• Stored data entries
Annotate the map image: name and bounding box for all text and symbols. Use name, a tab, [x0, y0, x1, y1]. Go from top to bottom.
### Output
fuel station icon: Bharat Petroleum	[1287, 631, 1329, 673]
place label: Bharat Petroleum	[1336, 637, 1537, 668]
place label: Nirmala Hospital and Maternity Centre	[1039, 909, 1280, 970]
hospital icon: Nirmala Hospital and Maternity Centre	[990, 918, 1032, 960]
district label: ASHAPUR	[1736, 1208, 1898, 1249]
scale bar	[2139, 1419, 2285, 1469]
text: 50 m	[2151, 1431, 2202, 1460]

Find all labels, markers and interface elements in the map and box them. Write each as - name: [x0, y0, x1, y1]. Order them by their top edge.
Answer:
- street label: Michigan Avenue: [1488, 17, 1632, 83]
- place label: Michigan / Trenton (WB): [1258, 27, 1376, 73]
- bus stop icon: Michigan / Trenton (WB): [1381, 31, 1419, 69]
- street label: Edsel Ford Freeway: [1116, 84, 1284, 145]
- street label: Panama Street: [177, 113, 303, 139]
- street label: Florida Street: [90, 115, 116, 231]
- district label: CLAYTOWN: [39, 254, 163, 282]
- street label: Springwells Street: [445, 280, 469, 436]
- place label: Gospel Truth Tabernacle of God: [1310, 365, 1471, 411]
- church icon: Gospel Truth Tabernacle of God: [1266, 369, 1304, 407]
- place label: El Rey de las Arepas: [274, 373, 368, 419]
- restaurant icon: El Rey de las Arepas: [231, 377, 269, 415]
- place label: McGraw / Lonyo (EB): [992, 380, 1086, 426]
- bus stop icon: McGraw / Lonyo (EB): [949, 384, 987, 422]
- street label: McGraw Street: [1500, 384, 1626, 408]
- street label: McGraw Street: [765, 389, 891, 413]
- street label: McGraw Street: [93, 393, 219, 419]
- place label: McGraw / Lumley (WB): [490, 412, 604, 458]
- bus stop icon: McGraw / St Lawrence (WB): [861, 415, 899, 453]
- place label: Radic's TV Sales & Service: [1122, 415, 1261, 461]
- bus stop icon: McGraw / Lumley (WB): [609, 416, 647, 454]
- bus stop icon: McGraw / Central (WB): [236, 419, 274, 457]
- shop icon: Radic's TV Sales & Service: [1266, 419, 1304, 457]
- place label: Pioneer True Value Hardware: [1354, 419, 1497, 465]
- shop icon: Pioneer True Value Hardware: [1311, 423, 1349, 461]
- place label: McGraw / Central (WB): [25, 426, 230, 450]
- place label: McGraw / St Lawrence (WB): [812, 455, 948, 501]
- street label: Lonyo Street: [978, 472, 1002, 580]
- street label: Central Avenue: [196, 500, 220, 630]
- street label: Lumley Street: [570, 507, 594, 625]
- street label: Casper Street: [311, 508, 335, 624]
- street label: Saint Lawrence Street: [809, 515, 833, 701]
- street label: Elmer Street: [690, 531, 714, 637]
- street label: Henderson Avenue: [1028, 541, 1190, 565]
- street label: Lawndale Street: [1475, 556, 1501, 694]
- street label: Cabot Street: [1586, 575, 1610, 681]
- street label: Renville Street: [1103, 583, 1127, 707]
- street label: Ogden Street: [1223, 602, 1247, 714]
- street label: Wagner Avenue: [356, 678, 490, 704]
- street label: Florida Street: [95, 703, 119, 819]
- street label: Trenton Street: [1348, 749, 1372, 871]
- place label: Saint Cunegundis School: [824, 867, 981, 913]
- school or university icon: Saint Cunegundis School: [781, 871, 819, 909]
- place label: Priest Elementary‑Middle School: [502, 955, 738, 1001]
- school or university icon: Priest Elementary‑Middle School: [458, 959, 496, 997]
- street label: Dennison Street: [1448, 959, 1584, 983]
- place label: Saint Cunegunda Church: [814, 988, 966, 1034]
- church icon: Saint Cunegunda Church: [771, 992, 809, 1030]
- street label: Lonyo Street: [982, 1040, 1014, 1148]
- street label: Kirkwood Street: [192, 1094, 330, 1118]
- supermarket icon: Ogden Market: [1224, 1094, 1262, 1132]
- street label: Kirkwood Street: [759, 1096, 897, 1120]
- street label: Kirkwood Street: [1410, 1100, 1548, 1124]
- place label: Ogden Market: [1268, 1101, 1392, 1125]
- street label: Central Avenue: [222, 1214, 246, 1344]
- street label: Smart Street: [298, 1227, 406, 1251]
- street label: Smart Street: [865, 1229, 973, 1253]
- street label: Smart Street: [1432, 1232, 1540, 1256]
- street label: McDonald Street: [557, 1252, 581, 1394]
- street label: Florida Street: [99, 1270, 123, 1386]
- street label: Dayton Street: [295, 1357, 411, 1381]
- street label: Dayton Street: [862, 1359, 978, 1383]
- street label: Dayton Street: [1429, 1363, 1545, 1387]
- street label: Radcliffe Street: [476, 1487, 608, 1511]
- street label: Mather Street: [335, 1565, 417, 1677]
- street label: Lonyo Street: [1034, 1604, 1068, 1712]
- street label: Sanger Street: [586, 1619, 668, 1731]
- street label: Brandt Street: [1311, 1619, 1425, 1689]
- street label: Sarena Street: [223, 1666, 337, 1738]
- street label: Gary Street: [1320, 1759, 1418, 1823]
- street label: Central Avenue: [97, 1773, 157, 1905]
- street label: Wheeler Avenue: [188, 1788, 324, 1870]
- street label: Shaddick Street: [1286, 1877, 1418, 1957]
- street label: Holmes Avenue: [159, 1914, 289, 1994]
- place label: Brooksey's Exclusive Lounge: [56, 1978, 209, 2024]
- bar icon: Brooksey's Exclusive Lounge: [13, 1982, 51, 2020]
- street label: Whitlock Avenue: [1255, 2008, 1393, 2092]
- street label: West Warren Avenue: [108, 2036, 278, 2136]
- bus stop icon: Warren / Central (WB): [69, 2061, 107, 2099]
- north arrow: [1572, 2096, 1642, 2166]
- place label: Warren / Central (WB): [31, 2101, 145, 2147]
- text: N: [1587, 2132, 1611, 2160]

• WORK ITEM
Output the records above exactly as written.

• RESPONSE AREA
Annotate the map image: name and bounding box for all text and symbols. Use name, a tab, [x0, y0, x1, y1]. Go from top to bottom.
### Output
fuel station icon: Bharat Petroleum	[1287, 631, 1329, 673]
place label: Bharat Petroleum	[1336, 637, 1537, 668]
place label: Nirmala Hospital and Maternity Centre	[1039, 909, 1280, 970]
hospital icon: Nirmala Hospital and Maternity Centre	[990, 918, 1032, 960]
district label: ASHAPUR	[1736, 1208, 1898, 1249]
scale bar	[2139, 1419, 2285, 1469]
text: 50 m	[2151, 1431, 2202, 1460]

Find all labels, markers and interface elements in the map and box them. Write each as - name: [x0, y0, x1, y1]. Order them by their top edge.
Answer:
- street label: Michigan Avenue: [1488, 17, 1632, 83]
- place label: Michigan / Trenton (WB): [1258, 27, 1376, 73]
- bus stop icon: Michigan / Trenton (WB): [1381, 31, 1419, 69]
- street label: Edsel Ford Freeway: [1116, 84, 1284, 145]
- street label: Panama Street: [177, 113, 303, 139]
- street label: Florida Street: [90, 115, 116, 231]
- district label: CLAYTOWN: [39, 254, 163, 282]
- street label: Springwells Street: [445, 280, 469, 436]
- place label: Gospel Truth Tabernacle of God: [1310, 365, 1471, 411]
- church icon: Gospel Truth Tabernacle of God: [1266, 369, 1304, 407]
- place label: El Rey de las Arepas: [274, 373, 368, 419]
- restaurant icon: El Rey de las Arepas: [231, 377, 269, 415]
- place label: McGraw / Lonyo (EB): [992, 380, 1086, 426]
- bus stop icon: McGraw / Lonyo (EB): [949, 384, 987, 422]
- street label: McGraw Street: [1500, 384, 1626, 408]
- street label: McGraw Street: [765, 389, 891, 413]
- street label: McGraw Street: [93, 393, 219, 419]
- place label: McGraw / Lumley (WB): [490, 412, 604, 458]
- bus stop icon: McGraw / St Lawrence (WB): [861, 415, 899, 453]
- place label: Radic's TV Sales & Service: [1122, 415, 1261, 461]
- bus stop icon: McGraw / Lumley (WB): [609, 416, 647, 454]
- bus stop icon: McGraw / Central (WB): [236, 419, 274, 457]
- shop icon: Radic's TV Sales & Service: [1266, 419, 1304, 457]
- place label: Pioneer True Value Hardware: [1354, 419, 1497, 465]
- shop icon: Pioneer True Value Hardware: [1311, 423, 1349, 461]
- place label: McGraw / Central (WB): [25, 426, 230, 450]
- place label: McGraw / St Lawrence (WB): [812, 455, 948, 501]
- street label: Lonyo Street: [978, 472, 1002, 580]
- street label: Central Avenue: [196, 500, 220, 630]
- street label: Lumley Street: [570, 507, 594, 625]
- street label: Casper Street: [311, 508, 335, 624]
- street label: Saint Lawrence Street: [809, 515, 833, 701]
- street label: Elmer Street: [690, 531, 714, 637]
- street label: Henderson Avenue: [1028, 541, 1190, 565]
- street label: Lawndale Street: [1475, 556, 1501, 694]
- street label: Cabot Street: [1586, 575, 1610, 681]
- street label: Renville Street: [1103, 583, 1127, 707]
- street label: Ogden Street: [1223, 602, 1247, 714]
- street label: Wagner Avenue: [356, 678, 490, 704]
- street label: Florida Street: [95, 703, 119, 819]
- street label: Trenton Street: [1348, 749, 1372, 871]
- place label: Saint Cunegundis School: [824, 867, 981, 913]
- school or university icon: Saint Cunegundis School: [781, 871, 819, 909]
- place label: Priest Elementary‑Middle School: [502, 955, 738, 1001]
- school or university icon: Priest Elementary‑Middle School: [458, 959, 496, 997]
- street label: Dennison Street: [1448, 959, 1584, 983]
- place label: Saint Cunegunda Church: [814, 988, 966, 1034]
- church icon: Saint Cunegunda Church: [771, 992, 809, 1030]
- street label: Lonyo Street: [982, 1040, 1014, 1148]
- street label: Kirkwood Street: [192, 1094, 330, 1118]
- supermarket icon: Ogden Market: [1224, 1094, 1262, 1132]
- street label: Kirkwood Street: [759, 1096, 897, 1120]
- street label: Kirkwood Street: [1410, 1100, 1548, 1124]
- place label: Ogden Market: [1268, 1101, 1392, 1125]
- street label: Central Avenue: [222, 1214, 246, 1344]
- street label: Smart Street: [298, 1227, 406, 1251]
- street label: Smart Street: [865, 1229, 973, 1253]
- street label: Smart Street: [1432, 1232, 1540, 1256]
- street label: McDonald Street: [557, 1252, 581, 1394]
- street label: Florida Street: [99, 1270, 123, 1386]
- street label: Dayton Street: [295, 1357, 411, 1381]
- street label: Dayton Street: [862, 1359, 978, 1383]
- street label: Dayton Street: [1429, 1363, 1545, 1387]
- street label: Radcliffe Street: [476, 1487, 608, 1511]
- street label: Mather Street: [335, 1565, 417, 1677]
- street label: Lonyo Street: [1034, 1604, 1068, 1712]
- street label: Sanger Street: [586, 1619, 668, 1731]
- street label: Brandt Street: [1311, 1619, 1425, 1689]
- street label: Sarena Street: [223, 1666, 337, 1738]
- street label: Gary Street: [1320, 1759, 1418, 1823]
- street label: Central Avenue: [97, 1773, 157, 1905]
- street label: Wheeler Avenue: [188, 1788, 324, 1870]
- street label: Shaddick Street: [1286, 1877, 1418, 1957]
- street label: Holmes Avenue: [159, 1914, 289, 1994]
- place label: Brooksey's Exclusive Lounge: [56, 1978, 209, 2024]
- bar icon: Brooksey's Exclusive Lounge: [13, 1982, 51, 2020]
- street label: Whitlock Avenue: [1255, 2008, 1393, 2092]
- street label: West Warren Avenue: [108, 2036, 278, 2136]
- bus stop icon: Warren / Central (WB): [69, 2061, 107, 2099]
- north arrow: [1572, 2096, 1642, 2166]
- place label: Warren / Central (WB): [31, 2101, 145, 2147]
- text: N: [1587, 2132, 1611, 2160]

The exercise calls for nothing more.